Emerging from the lounge were a pair of long legs and a bit of skirt. Up on a step-ladder, in the corner, he discerned the Atom. From beneath the table trailed a piece of bright blue pinafore; that was all.

"I've told the handmaiden to hurry up with tea," came Denis's voice behind him.

The legs beneath the lounge wriggled spasmodically, and out came Molly, red and abashed. From the step-ladder descended the Atom, but Nell sat on, serene and absorbed, beneath the table.

"Where's Nell?" shouted Denis. "I say, bet you knocked that shelf down, old muddle-head! What ever's Nell sitting under the table for?"

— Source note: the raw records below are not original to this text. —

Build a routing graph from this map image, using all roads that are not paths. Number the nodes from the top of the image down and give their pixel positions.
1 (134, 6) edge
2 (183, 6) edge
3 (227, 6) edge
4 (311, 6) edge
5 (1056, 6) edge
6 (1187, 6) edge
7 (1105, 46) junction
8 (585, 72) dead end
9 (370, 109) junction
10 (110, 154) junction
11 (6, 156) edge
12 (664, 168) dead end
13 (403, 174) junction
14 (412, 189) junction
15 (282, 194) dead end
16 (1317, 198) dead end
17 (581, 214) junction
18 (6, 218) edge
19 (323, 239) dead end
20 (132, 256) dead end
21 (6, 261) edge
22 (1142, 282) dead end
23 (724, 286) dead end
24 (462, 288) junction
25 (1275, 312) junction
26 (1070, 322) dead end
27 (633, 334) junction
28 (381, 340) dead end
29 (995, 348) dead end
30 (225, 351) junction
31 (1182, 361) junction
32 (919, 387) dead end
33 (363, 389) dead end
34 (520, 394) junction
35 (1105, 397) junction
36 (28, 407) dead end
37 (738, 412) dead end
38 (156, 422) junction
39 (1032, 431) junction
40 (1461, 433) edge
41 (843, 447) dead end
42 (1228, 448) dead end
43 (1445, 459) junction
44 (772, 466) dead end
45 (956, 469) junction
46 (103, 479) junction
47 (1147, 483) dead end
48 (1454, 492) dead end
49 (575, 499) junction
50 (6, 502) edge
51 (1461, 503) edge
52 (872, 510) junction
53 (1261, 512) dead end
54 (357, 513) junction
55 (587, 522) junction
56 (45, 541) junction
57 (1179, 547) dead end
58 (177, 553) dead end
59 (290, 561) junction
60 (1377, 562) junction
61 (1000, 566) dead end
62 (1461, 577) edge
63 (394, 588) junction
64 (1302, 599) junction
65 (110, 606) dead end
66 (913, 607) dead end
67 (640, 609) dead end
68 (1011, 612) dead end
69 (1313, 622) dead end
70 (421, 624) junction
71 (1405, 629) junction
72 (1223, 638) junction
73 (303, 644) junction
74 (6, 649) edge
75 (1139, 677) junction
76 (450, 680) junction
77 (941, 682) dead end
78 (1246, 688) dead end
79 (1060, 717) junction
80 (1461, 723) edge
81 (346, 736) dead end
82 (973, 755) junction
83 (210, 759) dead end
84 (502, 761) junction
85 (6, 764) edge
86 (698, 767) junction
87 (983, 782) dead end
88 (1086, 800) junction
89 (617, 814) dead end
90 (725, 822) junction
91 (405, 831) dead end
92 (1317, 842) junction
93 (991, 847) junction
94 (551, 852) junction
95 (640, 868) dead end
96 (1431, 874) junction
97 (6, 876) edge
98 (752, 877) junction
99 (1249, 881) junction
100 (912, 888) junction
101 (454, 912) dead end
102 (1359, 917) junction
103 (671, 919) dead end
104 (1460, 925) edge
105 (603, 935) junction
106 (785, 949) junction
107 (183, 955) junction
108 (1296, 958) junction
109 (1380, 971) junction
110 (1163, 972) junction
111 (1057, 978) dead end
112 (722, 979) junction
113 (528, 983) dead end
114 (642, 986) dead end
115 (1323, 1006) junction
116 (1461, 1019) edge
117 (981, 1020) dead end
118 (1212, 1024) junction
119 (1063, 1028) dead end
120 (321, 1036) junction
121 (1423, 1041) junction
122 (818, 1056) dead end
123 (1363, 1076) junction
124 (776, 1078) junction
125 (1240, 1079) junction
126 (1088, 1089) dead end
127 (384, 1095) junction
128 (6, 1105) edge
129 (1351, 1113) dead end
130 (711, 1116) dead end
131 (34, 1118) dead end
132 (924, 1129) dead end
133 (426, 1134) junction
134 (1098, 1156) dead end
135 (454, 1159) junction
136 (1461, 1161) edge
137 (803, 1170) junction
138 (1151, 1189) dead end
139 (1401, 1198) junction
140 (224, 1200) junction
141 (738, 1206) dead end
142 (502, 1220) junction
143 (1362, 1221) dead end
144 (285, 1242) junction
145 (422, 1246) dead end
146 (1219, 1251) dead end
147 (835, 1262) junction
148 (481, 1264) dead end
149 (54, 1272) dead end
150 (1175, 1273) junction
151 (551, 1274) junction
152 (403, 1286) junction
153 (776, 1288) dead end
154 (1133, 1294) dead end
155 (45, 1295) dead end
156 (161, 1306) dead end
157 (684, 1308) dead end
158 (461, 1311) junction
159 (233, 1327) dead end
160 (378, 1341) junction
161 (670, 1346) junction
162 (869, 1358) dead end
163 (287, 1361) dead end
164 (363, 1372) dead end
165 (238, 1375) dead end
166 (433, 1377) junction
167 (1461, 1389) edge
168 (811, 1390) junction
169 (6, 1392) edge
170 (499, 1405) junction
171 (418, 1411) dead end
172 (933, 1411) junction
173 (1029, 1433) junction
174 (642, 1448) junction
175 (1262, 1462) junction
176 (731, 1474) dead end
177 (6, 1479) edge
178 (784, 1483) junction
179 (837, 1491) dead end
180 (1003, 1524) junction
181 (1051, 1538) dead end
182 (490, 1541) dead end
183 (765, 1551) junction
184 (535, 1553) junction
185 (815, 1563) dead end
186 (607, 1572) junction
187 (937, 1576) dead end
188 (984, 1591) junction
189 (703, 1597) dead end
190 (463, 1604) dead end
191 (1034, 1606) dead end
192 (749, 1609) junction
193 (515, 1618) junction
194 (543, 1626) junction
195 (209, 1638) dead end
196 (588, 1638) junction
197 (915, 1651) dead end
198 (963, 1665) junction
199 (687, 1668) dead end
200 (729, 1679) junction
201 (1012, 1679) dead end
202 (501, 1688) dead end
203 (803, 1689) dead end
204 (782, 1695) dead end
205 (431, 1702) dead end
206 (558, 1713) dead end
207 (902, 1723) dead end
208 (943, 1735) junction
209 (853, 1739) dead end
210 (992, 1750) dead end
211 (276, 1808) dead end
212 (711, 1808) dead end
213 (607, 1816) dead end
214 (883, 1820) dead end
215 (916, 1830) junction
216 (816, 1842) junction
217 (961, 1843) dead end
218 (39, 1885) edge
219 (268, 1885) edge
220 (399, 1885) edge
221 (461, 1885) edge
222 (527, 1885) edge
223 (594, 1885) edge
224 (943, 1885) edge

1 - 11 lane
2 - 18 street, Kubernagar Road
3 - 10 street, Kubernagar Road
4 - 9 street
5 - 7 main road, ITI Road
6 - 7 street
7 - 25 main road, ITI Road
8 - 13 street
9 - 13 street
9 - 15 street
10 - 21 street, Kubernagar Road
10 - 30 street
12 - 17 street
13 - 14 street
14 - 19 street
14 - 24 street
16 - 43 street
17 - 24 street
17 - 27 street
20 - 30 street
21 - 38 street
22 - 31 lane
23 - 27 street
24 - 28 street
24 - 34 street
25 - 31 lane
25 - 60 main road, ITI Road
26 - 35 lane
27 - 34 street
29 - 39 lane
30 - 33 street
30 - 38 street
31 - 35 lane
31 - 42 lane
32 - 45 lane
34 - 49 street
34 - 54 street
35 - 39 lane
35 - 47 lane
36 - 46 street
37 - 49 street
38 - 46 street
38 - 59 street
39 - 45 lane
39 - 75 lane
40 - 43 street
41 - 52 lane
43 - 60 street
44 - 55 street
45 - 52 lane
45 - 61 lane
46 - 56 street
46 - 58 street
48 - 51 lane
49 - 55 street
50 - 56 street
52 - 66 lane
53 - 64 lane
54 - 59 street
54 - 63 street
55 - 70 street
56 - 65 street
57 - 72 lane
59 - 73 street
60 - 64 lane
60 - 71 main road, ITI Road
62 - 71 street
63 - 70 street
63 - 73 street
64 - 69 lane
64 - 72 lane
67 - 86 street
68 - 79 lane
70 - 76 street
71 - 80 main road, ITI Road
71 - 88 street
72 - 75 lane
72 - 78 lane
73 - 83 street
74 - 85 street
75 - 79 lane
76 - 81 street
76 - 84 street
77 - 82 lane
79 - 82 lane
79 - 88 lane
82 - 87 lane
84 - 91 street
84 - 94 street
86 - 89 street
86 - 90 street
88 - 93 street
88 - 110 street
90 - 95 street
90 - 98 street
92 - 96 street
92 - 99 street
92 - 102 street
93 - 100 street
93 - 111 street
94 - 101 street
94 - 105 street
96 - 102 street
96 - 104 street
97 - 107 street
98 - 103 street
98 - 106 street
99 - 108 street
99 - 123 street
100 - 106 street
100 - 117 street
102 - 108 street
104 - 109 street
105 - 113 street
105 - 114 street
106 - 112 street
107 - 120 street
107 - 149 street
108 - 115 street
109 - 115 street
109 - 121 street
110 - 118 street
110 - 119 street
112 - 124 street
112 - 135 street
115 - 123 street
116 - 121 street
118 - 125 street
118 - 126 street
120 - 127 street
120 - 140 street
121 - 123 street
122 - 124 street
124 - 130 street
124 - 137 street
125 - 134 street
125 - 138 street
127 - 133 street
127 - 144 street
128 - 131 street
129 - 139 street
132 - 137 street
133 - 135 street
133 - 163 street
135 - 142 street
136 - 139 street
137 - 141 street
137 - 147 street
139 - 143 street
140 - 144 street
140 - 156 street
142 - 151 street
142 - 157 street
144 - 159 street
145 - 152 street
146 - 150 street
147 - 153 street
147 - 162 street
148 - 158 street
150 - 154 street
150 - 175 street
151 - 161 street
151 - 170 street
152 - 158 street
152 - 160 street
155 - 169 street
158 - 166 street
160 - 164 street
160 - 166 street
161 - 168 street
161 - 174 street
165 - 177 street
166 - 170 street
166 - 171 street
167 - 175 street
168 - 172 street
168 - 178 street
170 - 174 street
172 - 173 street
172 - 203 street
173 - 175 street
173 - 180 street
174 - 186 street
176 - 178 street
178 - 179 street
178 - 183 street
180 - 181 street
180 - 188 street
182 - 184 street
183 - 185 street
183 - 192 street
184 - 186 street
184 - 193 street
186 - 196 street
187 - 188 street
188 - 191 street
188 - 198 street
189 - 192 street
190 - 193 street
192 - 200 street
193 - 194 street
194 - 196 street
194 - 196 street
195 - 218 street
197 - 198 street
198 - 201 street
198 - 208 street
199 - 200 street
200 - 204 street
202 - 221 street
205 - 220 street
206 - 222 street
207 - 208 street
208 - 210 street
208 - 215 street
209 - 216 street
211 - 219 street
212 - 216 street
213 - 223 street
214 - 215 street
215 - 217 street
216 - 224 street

Brought to the present, she crawled out.

"How-do-you-do?" she said in an absent sort of voice.

Ted looked at her. Her eyes were soft and looking far away; she quite forgot to remember how queer he must have thought it to find her sitting under the table. The suddenness of the change from the stream with its music in her ears, and the hills and the mist before her eyes, to the Stronghold was harsh, and made her feel bad. From her face he glanced to the queer old fossil to which her fingers were clinging with something of desperation in their hold, and he understood suddenly. He turned his broad shoulders on her.

"What were you doing under that lounge, Miss Molly? And you, Miss Sheila Patricia Kathleen O'Brien—surely you should not have been at the top of those steps?"

Sheila Pat's great eyes fairly glowered at him.